--- Material to process ---
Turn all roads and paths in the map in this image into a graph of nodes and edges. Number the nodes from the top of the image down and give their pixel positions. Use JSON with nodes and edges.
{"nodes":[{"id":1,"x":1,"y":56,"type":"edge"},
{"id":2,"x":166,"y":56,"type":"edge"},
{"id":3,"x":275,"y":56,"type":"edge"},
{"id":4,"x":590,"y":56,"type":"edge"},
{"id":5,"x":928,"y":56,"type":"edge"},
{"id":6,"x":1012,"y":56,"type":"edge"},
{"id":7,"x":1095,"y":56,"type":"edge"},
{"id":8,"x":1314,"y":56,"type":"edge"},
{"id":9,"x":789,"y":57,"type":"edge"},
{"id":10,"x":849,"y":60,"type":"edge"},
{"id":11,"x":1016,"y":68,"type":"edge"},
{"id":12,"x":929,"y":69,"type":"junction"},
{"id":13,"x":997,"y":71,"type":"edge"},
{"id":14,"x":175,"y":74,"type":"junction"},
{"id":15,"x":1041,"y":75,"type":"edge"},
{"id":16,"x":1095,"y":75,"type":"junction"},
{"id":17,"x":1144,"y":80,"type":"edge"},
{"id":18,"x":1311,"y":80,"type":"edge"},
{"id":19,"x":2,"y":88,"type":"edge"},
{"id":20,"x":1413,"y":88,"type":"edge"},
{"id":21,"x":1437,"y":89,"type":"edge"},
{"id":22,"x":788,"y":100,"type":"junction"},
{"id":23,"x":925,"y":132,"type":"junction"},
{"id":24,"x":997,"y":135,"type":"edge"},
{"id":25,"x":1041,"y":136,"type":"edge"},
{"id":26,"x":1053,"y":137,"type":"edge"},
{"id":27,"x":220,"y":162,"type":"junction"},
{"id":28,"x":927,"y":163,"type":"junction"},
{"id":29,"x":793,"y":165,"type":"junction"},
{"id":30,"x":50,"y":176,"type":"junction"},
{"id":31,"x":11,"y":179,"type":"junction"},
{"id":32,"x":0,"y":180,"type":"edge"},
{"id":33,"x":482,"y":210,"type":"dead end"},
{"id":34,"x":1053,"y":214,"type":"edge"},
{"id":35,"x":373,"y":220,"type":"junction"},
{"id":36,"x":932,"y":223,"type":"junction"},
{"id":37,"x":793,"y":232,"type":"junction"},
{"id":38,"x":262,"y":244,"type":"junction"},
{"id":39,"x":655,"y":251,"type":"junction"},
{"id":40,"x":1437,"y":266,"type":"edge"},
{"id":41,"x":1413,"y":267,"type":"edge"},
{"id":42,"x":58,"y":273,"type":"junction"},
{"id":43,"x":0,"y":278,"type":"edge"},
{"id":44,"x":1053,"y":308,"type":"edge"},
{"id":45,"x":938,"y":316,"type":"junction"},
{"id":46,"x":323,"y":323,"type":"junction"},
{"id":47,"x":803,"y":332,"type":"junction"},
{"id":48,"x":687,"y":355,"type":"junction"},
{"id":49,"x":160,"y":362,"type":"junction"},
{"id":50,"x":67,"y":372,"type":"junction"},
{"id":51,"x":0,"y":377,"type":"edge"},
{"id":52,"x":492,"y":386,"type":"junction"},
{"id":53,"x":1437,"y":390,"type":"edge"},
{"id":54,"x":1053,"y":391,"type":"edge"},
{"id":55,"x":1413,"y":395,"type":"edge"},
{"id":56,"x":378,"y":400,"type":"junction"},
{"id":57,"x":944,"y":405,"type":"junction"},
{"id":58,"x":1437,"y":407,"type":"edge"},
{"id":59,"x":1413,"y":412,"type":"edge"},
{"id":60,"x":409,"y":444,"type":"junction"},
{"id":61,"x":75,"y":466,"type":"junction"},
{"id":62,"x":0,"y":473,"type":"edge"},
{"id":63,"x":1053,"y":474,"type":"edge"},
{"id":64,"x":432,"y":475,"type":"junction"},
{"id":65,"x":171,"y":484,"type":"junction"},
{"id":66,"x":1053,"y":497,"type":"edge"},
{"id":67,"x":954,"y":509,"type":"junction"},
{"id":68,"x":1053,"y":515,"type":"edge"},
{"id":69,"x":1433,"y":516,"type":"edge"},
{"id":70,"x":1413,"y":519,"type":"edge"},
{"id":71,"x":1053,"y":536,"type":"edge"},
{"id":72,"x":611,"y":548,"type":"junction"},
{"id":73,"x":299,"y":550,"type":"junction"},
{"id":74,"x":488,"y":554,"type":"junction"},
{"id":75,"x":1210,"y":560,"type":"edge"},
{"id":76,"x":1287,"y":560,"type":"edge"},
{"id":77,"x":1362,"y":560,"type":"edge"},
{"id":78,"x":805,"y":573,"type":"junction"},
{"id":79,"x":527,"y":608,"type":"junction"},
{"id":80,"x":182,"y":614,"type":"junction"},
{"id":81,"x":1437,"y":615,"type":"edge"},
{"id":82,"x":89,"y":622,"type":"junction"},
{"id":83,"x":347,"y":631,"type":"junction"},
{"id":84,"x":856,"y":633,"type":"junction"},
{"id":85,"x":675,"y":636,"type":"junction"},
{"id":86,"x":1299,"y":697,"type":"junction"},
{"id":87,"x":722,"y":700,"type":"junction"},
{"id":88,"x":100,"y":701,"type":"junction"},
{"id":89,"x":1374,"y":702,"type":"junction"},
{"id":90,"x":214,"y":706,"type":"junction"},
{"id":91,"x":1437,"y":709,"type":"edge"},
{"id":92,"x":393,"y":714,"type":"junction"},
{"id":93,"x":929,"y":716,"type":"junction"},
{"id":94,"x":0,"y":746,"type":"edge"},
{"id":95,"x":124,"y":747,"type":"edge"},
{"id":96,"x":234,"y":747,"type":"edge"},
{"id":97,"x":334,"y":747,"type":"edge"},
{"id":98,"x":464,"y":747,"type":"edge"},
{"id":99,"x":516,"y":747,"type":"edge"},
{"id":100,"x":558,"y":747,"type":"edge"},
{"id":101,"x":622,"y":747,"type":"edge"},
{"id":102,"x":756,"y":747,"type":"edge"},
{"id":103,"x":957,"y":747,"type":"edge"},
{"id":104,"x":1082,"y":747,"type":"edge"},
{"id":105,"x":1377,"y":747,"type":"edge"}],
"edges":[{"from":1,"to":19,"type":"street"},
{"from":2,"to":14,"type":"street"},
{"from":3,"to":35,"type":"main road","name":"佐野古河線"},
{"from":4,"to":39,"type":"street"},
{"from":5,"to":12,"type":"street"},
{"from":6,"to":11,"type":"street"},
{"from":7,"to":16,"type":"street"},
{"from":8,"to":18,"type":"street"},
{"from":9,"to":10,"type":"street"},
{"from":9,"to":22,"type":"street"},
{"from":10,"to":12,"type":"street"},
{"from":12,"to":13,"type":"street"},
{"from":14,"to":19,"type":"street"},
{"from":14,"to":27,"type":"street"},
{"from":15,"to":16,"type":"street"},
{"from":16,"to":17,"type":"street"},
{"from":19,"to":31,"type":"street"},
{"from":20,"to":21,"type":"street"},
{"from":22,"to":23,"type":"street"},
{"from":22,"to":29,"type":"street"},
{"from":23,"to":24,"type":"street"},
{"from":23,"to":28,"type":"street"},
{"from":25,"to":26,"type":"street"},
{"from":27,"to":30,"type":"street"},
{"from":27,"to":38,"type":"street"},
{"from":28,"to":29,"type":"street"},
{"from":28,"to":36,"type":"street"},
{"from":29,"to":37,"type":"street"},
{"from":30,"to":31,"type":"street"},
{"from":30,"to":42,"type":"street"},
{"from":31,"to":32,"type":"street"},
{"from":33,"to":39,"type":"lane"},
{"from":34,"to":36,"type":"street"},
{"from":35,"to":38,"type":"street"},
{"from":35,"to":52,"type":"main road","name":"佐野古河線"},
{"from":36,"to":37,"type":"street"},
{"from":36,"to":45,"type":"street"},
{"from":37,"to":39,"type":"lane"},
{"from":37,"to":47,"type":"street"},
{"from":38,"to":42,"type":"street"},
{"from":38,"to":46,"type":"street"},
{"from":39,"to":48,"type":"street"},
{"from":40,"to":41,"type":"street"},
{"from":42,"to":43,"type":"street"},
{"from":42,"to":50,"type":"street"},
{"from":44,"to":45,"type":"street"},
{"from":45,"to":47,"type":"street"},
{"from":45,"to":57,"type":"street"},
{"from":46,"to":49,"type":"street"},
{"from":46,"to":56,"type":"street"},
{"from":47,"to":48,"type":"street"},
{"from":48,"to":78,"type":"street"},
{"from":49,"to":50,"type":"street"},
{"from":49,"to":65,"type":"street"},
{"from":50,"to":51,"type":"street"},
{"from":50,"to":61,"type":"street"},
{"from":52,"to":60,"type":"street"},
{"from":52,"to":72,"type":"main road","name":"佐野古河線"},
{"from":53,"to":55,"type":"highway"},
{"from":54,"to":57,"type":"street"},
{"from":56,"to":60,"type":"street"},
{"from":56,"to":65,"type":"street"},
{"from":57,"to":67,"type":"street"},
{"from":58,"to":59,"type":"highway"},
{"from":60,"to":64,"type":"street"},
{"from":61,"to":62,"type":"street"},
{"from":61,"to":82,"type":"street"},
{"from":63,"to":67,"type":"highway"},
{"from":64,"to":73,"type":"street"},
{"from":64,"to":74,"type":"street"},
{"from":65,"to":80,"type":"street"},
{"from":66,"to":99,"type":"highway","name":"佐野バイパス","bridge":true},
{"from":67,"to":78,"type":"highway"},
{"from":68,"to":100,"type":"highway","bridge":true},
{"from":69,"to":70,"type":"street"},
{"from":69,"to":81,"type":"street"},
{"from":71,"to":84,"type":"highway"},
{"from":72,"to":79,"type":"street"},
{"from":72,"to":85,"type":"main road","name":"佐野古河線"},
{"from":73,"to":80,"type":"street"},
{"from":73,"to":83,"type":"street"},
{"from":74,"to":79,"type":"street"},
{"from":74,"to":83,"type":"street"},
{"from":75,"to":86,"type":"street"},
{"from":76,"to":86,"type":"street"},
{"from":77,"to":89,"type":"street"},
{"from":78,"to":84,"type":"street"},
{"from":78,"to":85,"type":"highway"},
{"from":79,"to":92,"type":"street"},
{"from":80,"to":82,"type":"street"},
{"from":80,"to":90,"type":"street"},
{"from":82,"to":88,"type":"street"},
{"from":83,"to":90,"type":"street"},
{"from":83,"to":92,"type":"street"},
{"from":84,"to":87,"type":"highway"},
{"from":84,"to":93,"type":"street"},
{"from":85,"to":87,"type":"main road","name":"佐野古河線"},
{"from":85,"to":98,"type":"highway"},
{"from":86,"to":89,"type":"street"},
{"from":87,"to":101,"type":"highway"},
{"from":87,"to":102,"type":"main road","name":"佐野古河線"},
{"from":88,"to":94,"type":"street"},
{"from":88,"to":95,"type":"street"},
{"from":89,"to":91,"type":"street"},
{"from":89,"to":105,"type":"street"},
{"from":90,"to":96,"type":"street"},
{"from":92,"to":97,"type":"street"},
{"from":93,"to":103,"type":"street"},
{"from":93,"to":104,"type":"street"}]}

--- Aim of the exercise ---
Find every line in the records that uses the string "true", then copy it.

--- Response area ---
{"from":66,"to":99,"type":"highway","name":"佐野バイパス","bridge":true},
{"from":68,"to":100,"type":"highway","bridge":true},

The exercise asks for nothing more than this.